**Problem details:** Find all the lines in the entries below that hold the word "graph" and copy them.

**Supplied material:**
▶
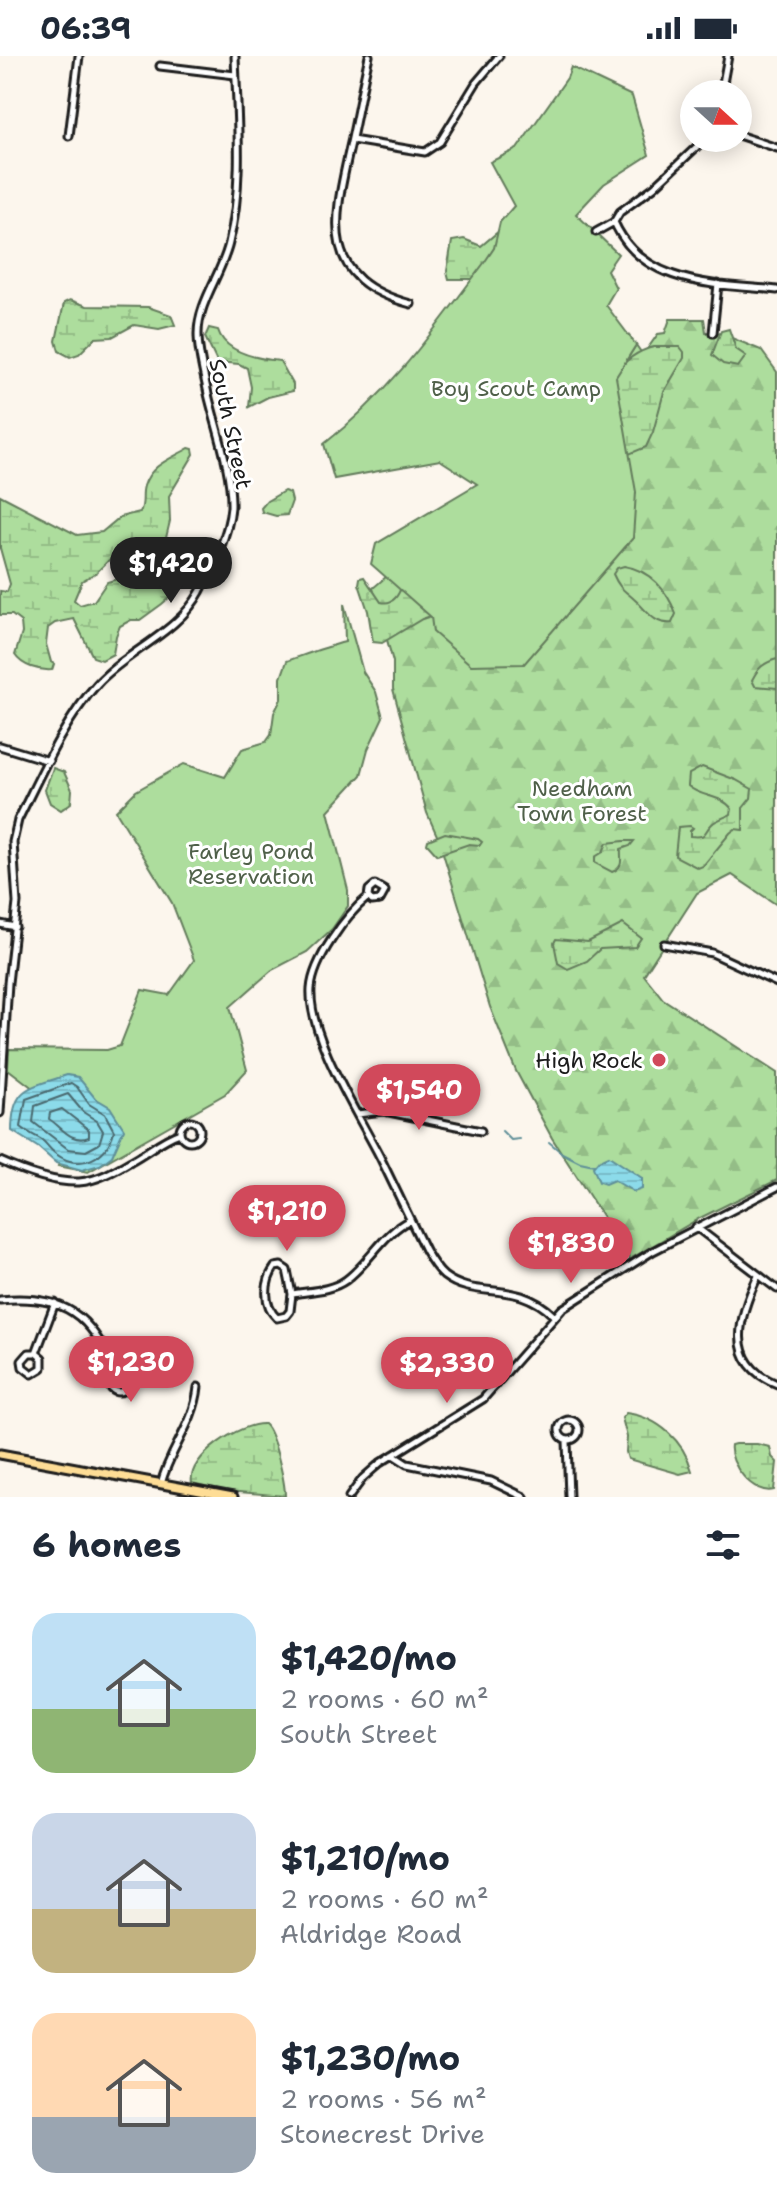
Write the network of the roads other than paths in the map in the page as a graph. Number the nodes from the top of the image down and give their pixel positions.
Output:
◀
▶
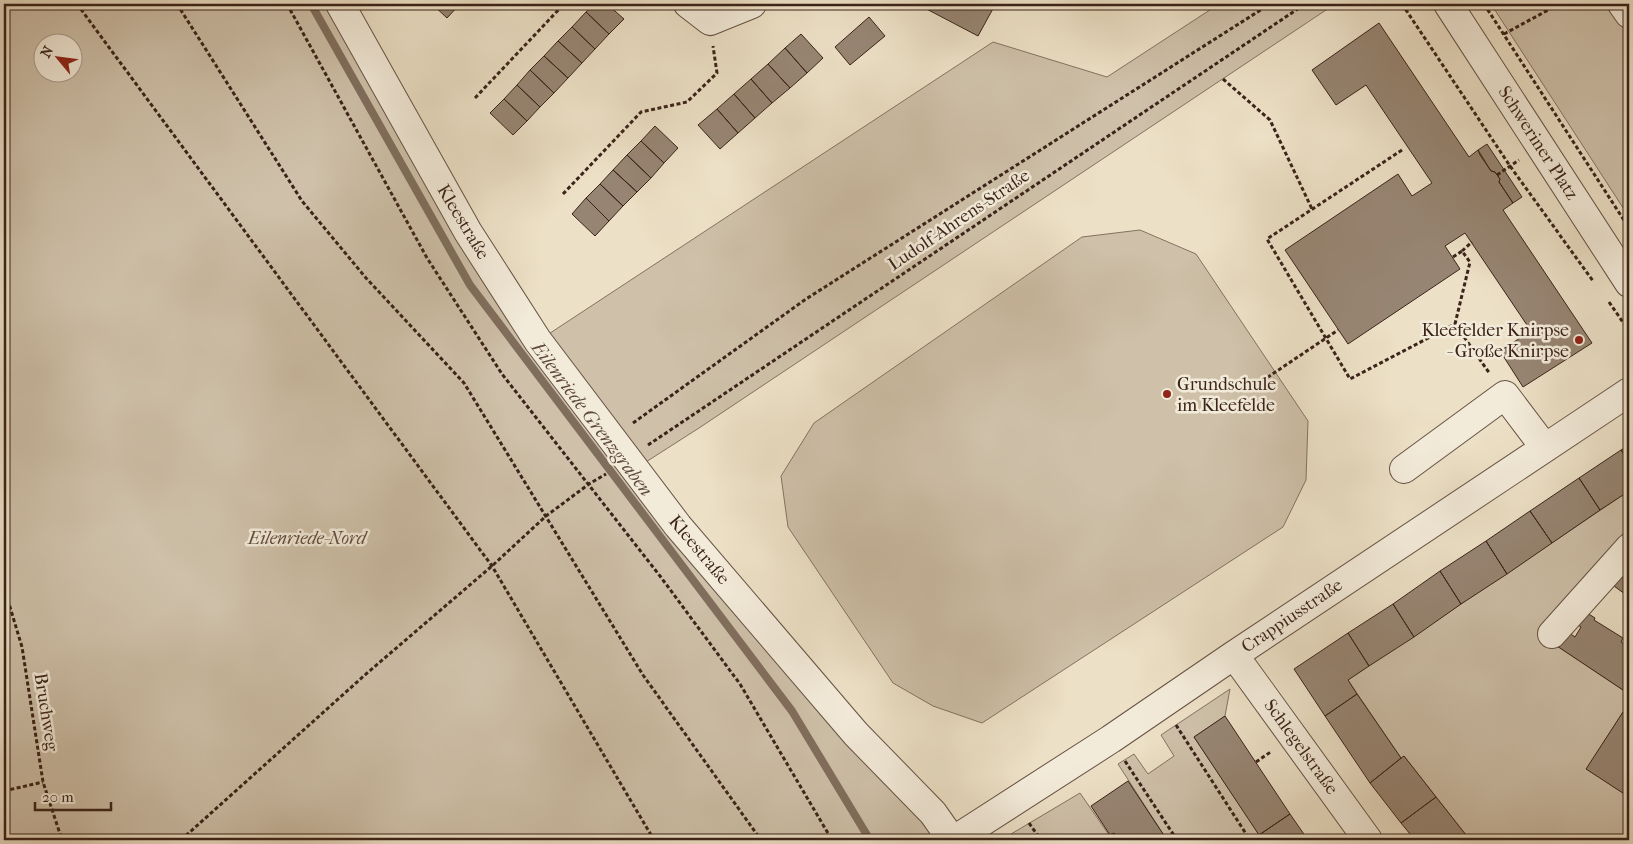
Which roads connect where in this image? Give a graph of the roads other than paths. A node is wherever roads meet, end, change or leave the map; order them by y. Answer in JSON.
◀
**Response:**
Write the network of the roads other than paths in the map in the page as a graph. Number the nodes from the top of the image down and give their pixel positions.
Which roads connect where in this image? Give a graph of the roads other than paths. A node is wherever roads meet, end, change or leave the map; order them by y. Answer in JSON.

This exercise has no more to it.